Stored dataset items:
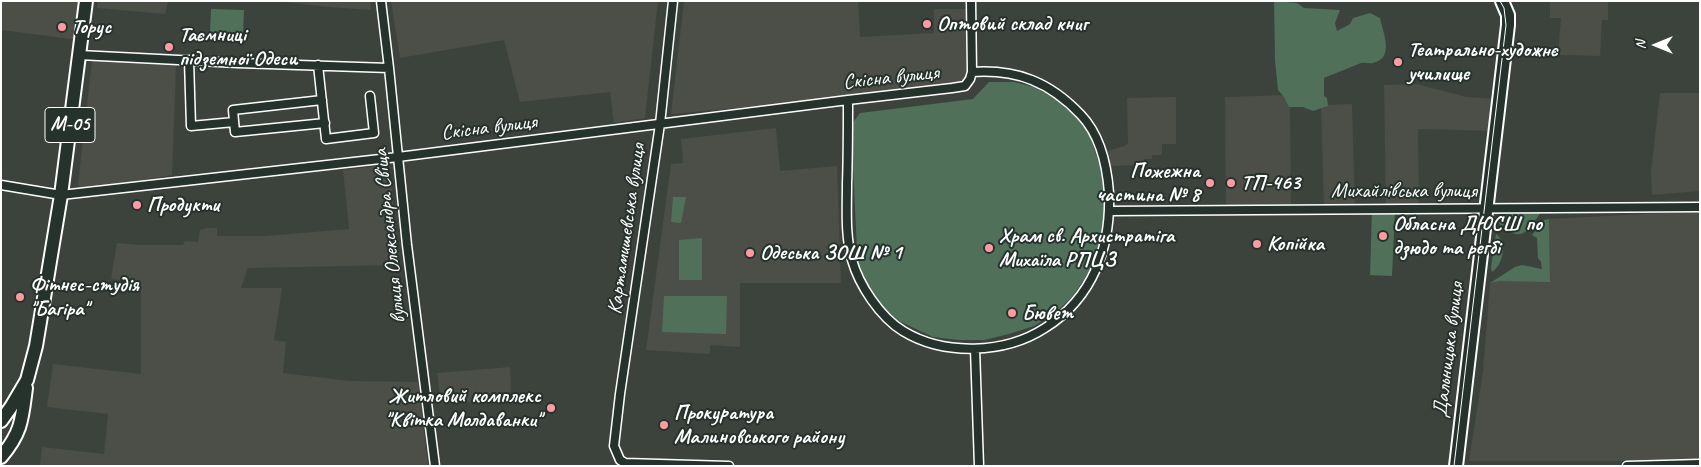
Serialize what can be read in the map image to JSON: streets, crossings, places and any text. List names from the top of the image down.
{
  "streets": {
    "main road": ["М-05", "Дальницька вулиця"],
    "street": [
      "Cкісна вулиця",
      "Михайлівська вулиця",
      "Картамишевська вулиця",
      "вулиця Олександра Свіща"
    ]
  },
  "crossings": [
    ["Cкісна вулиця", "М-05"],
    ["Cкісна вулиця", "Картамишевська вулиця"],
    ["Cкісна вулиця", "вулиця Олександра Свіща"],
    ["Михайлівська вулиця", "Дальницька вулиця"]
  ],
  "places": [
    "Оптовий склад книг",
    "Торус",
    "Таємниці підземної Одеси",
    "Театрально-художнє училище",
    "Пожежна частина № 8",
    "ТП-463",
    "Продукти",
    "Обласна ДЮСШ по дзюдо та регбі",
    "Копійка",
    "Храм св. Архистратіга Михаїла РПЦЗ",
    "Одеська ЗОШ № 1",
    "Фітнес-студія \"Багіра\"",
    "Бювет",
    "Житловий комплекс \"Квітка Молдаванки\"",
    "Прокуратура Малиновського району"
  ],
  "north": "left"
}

## Problem details:
Reproduce every line from the preceding data in which the word "Дальницька" can be found.

## Response to this task:
    "main road": ["М-05", "Дальницька вулиця"],
    ["Михайлівська вулиця", "Дальницька вулиця"]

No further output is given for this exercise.